都市浮沉,巨廈如林聳立入雲,鏡像如網映照眾生。我們日日喫茶穿梭於這光影織成的叢林之間,何嘗不是將己身靈魂一分再分,在光怪陸離的玻璃夾層中上演着永無終場的無聲劇?
巴士在暮色中顛簸前行,窗外景物被雨水塗抹得模糊一片。我緊貼玻璃窺看街景,倒映於窗上的那張臉竟也模糊不清,唯剩一副被雨水切割得支離的面具在晃動。市聲喧囂,人影紛繁:西裝革履者懷抱公文夾,步履匆匆如背負沉重枷鎖;年輕戀人的手起初緊握,不知何時竟悄然鬆開——各自指尖在光怪陸離的霓虹幻影下,已如陌路般生疏。玻璃窗上水痕蜿蜒,彷彿淚痕縱橫無序,映照出無數張面孔,模糊的線條、扭曲的顏色,恍若一張張被生活揉皺又隨手丟棄的心之草圖。心鏡蒙塵,竟非一日之寒。那日偶入摩羅街,角落一間古舊店鋪內,白髮老者正俯首於銅鏡之上。他手中布片輕柔拂拭,一面千年古鏡竟漸次顯露出幽深光澤。老者低語:「包漿亦如歲月之痂——過厚則真光盡掩,但若盡除,則古物靈氣便如魂魄消散。」我恍然有悟:心鏡之明暗,原在生靈於俗世光影中如何取捨。拂拭之難,恰在於既要拂去塵障,又須存留那光陰摩挲而生的靈性光澤。
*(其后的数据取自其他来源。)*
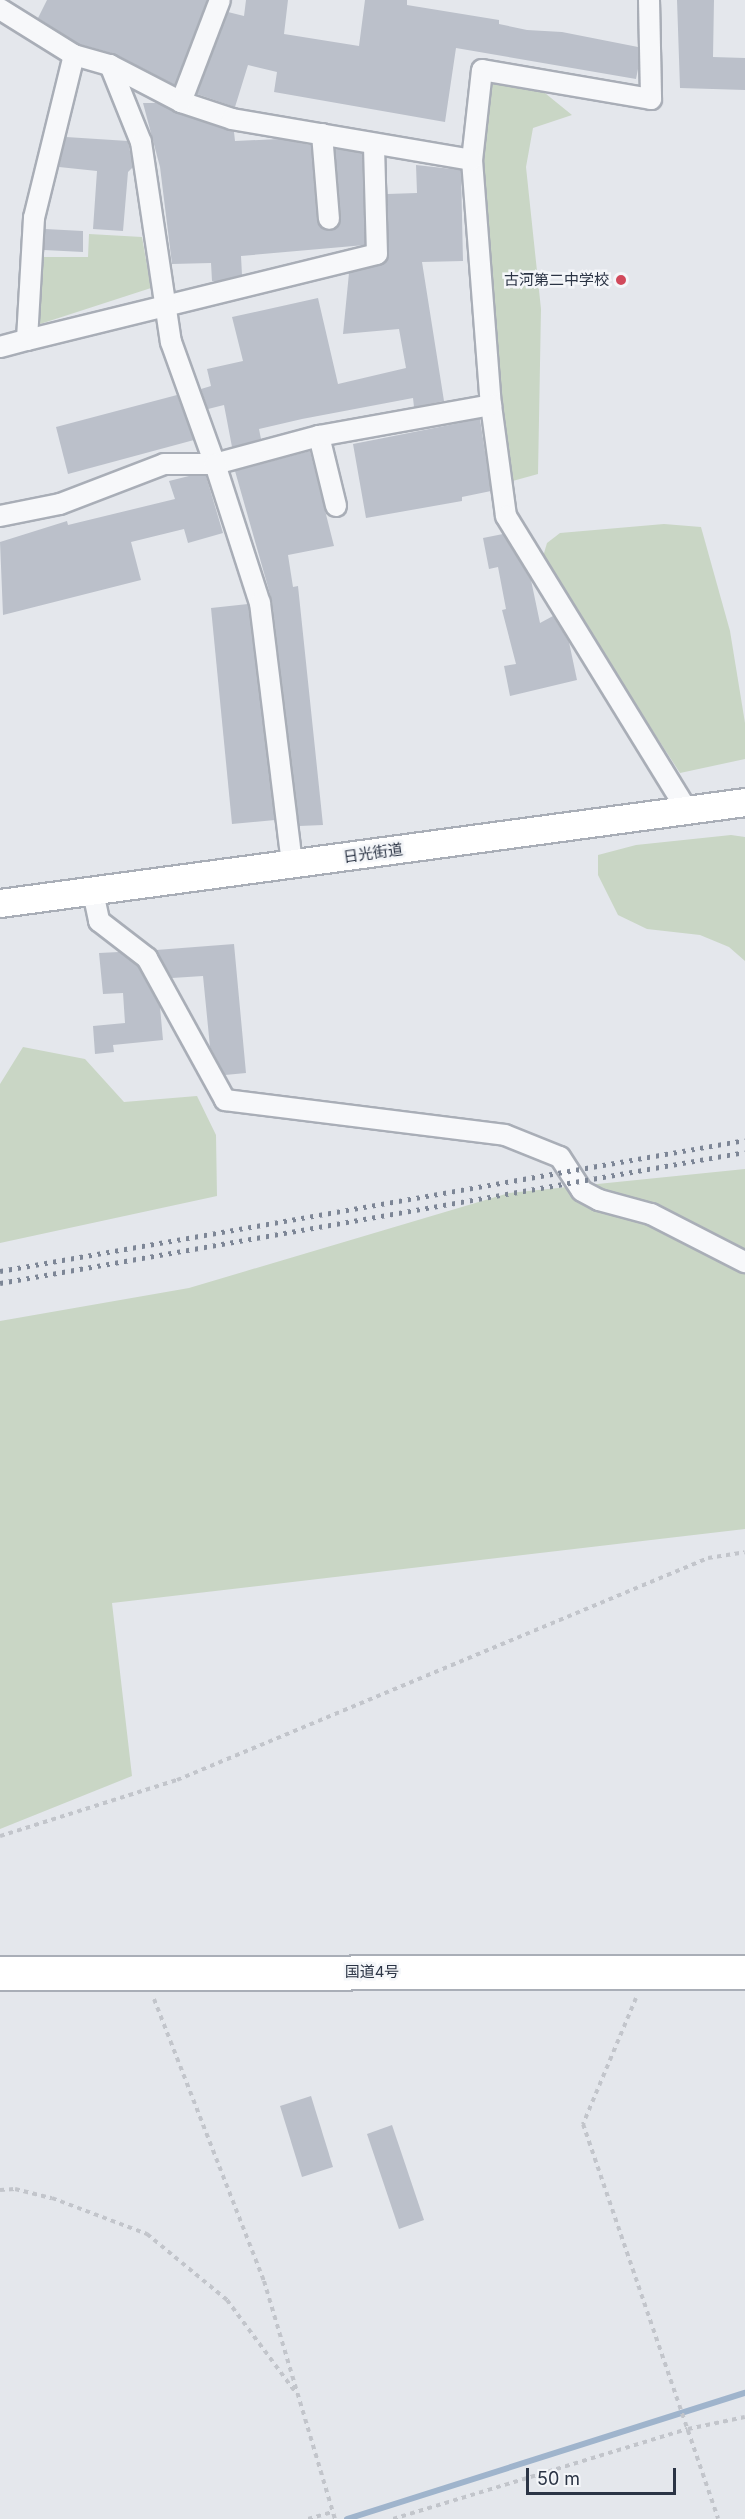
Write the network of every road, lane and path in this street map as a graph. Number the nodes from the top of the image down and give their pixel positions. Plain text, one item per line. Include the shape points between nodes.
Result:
1 (220, 0) edge
2 (649, 0) edge
3 (0, 9) edge
4 (74, 55) junction
5 (110, 65) junction
6 (181, 102) junction
7 (322, 135) junction
8 (374, 144) junction
9 (472, 160) junction
10 (329, 219) dead end
11 (165, 303) junction
12 (27, 340) junction
13 (0, 346) edge
14 (491, 405) junction
15 (319, 436) junction
16 (214, 464) junction
17 (336, 506) dead end
18 (0, 516) edge
19 (745, 802) edge
20 (687, 810) junction
21 (292, 864) junction
22 (93, 892) junction
23 (0, 903) edge
24 (745, 1262) edge
25 (745, 1552) edge
26 (0, 1836) edge
27 (145, 1972) junction
28 (642, 1972) junction
29 (745, 1972) edge
30 (0, 1973) edge
31 (0, 2190) edge
32 (298, 2396) junction
33 (745, 2417) edge
34 (688, 2429) junction
35 (332, 2512) junction
36 (308, 2519) edge
37 (335, 2519) edge
38 (393, 2519) edge
39 (718, 2519) edge

1 - 6 street
2 - 9 street via 651,99 482,70
3 - 4 street
4 - 5 street
4 - 12 street via 34,218
5 - 6 street
5 - 11 street via 141,142
6 - 7 street via 232,119
7 - 8 street
7 - 10 street
8 - 9 street
8 - 11 street via 377,254
9 - 14 street
11 - 12 street
11 - 16 street via 171,342
12 - 13 street
14 - 15 street
14 - 20 street via 506,516
15 - 16 street
15 - 17 street
16 - 18 street via 164,464 60,504
16 - 21 street via 260,603
19 - 20 main road, 日光街道
20 - 21 main road, 日光街道
21 - 22 main road, 日光街道
22 - 23 main road, 日光街道
22 - 24 street via 99,921 147,958 225,1101 505,1135 560,1157 582,1191 599,1200 651,1214
25 - 26 path via 708,1557 177,1780
27 - 28 highway, 国道4号
27 - 30 highway, 国道4号
27 - 32 path via 264,2281
28 - 29 highway, 国道4号
28 - 34 path via 641,1988 583,2124
31 - 32 path via 15,2188 52,2198 147,2234 227,2300
32 - 35 path
33 - 34 path
34 - 38 path
34 - 39 path
35 - 36 path
35 - 37 path

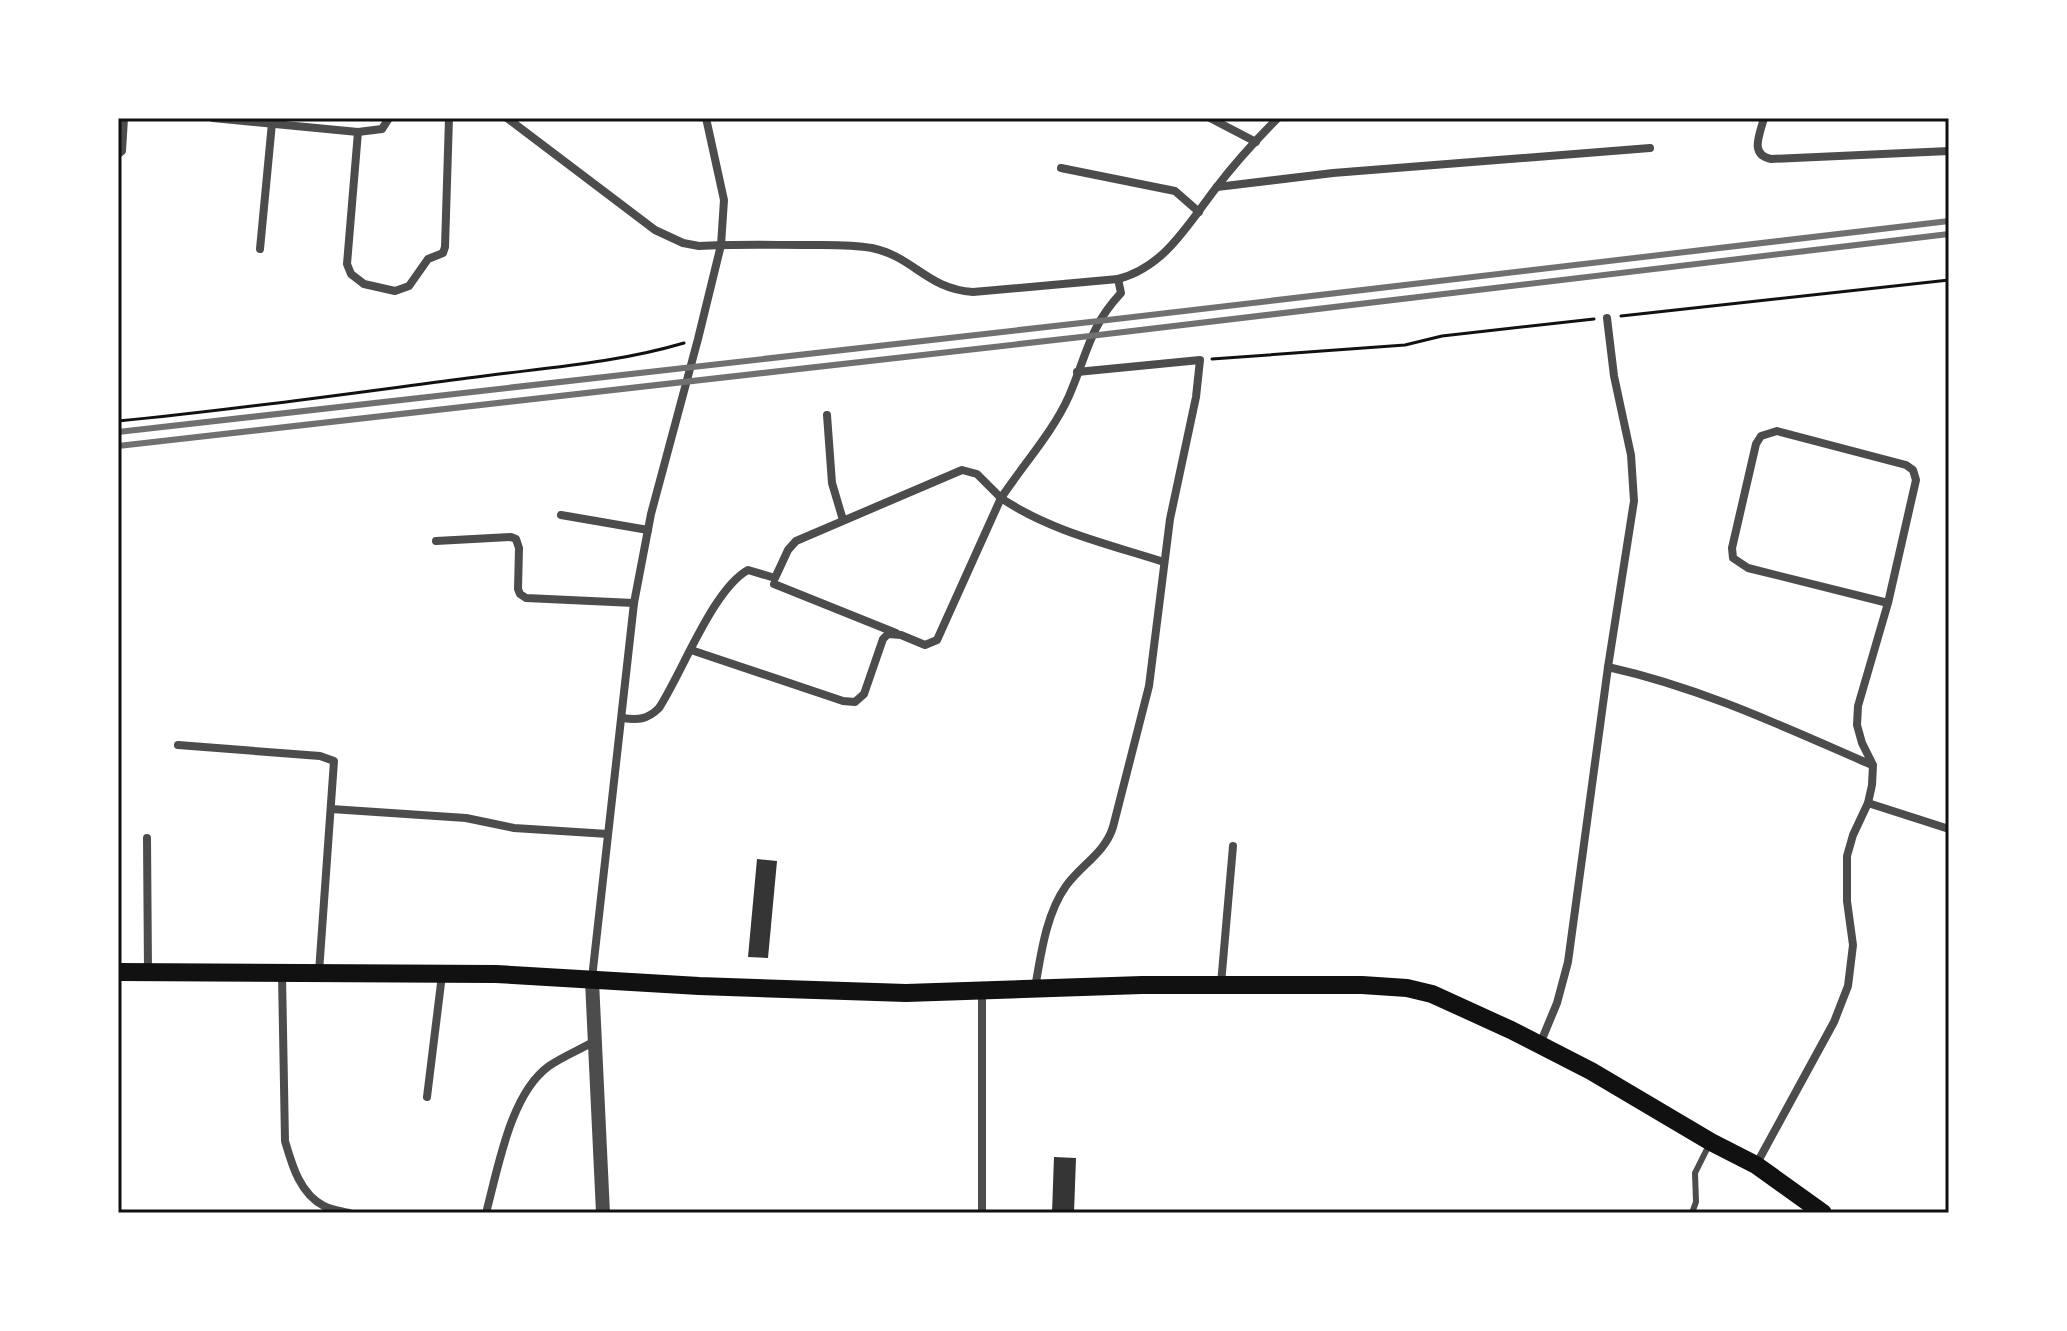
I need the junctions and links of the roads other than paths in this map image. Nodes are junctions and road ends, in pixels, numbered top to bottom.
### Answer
1 (124, 118) edge
2 (213, 118) edge
3 (389, 118) edge
4 (449, 118) edge
5 (507, 118) edge
6 (706, 118) edge
7 (1210, 118) edge
8 (1278, 118) edge
9 (1764, 118) edge
10 (272, 123) junction
11 (358, 132) junction
12 (1256, 142) junction
13 (1650, 148) dead end
14 (1949, 151) edge
15 (118, 154) edge
16 (1061, 168) dead end
17 (1216, 187) junction
18 (1199, 212) junction
19 (721, 245) junction
20 (260, 249) dead end
21 (1118, 279) junction
22 (1607, 318) road end
23 (1077, 372) junction
24 (827, 415) dead end
25 (1001, 498) junction
26 (561, 515) dead end
27 (843, 520) junction
28 (648, 530) junction
29 (436, 541) dead end
30 (1164, 562) junction
31 (774, 584) dead end
32 (634, 603) junction
33 (1888, 603) junction
34 (901, 635) junction
35 (691, 650) junction
36 (1608, 667) junction
37 (622, 718) junction
38 (178, 745) dead end
39 (1873, 765) junction
40 (1868, 803) junction
41 (331, 809) junction
42 (1949, 829) edge
43 (608, 834) junction
44 (147, 838) dead end
45 (1233, 846) dead end
46 (118, 972) edge
47 (148, 972) junction
48 (282, 973) junction
49 (319, 973) junction
50 (442, 974) junction
51 (592, 981) junction
52 (1221, 985) junction
53 (1035, 988) junction
54 (982, 990) junction
55 (593, 1042) junction
56 (1539, 1044) junction
57 (427, 1097) dead end
58 (1711, 1142) junction
59 (1756, 1165) junction
60 (349, 1213) edge
61 (486, 1213) edge
62 (603, 1213) edge
63 (982, 1213) edge
64 (1692, 1213) edge
65 (1823, 1213) edge

1 - 15 street
2 - 10 street
3 - 11 street
4 - 11 street
5 - 19 street
6 - 19 street
7 - 12 street
8 - 12 street
9 - 14 street
10 - 11 street
10 - 20 street
12 - 17 street
13 - 17 street
16 - 18 street
17 - 18 street
18 - 21 street
19 - 21 street
19 - 28 street
21 - 23 street
22 - 36 street
23 - 25 street
23 - 30 street
24 - 27 street
25 - 27 street
25 - 30 street
25 - 34 street
26 - 28 street
27 - 35 street
28 - 32 street
29 - 32 street
30 - 53 street
31 - 34 street
32 - 37 street
33 - 33 street
33 - 39 street
34 - 35 street
35 - 37 street
36 - 39 street
36 - 56 street
37 - 43 street
38 - 41 street
39 - 40 street
40 - 42 street
40 - 59 street
41 - 43 street
41 - 49 street
43 - 51 street
44 - 47 street
45 - 52 street
46 - 47 main road
47 - 48 main road
48 - 49 main road
48 - 60 street
49 - 50 main road
50 - 51 main road
50 - 57 street
51 - 54 main road
51 - 55 street
52 - 53 main road
52 - 56 main road
53 - 54 main road
54 - 63 street
55 - 61 street
55 - 62 street
56 - 58 main road
58 - 59 main road
58 - 64 lane
59 - 65 main road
夜幕垂降,蘭桂坊霓虹如沸,鏡牆之上人影憧憧。吧臺上,威士忌杯底殘存的冰球如淚珠般緩緩融化。杯壁映出我自己的臉——彷彿被酒精與喧囂雙重扭曲着。恍惚間,我竟用指肚輕拭鏡中的倒影。此刻鏡底光影晃動,映照出酒吧深處一對情侶:女子淚光晶瑩閃爍,男子卻只盯着杯中琥珀色的液體發呆。鏡中淚光與酒光交錯,猶如心鏡蒙塵之當下寫照,倒影浮沉於無數悲歡離合的漩渦裏而渾然不覺。
於是方知,所謂拂拭心鏡,竟成生命最深刻的悖論。我們執著於拭去每一粒塵埃,卻未曾省察那擦拭的衣袖本身已然浸染俗世浮塵。所謂「本來無一物」,豈非是暗示拂拭的執着本已是塵埃初起之地?心鏡初時純淨如冰,爾後沾染世塵卻執着於拂拭,拂拭行爲本身又落下新的灰塵——如此循環,竟成了塵上積塵的永劫。
心鏡之澄明,原在「拂拭」二字背後那難以言喻的放下:放下執念,放下鏡像,放下對映照中自我的無窮回望。拂拭之工,非求明淨無瑕,而是領悟那塵埃與明光,俱爲心鏡上自然生滅的雲煙。心鏡本空,何須拂拭?拂拭愈勤,反添重重迷障。
拂拭之悖論,亦如永恆之修行:我們竭力抹去塵埃,卻不知那拂拭裏已落下了新的塵埃。於是頓悟,鏡中諸相,原是心塵之投影。拂拭之舉不過徒勞追逐幻影,唯一澄明之徑,竟是看破那鏡中虛幻——任它塵埃自落,明光自生,宛如海面浮沫,散去之後,水月朗照,本無一物可染。
心鏡本空靈,拂拭亦徒勞;倒影如泡影,放下即澄明。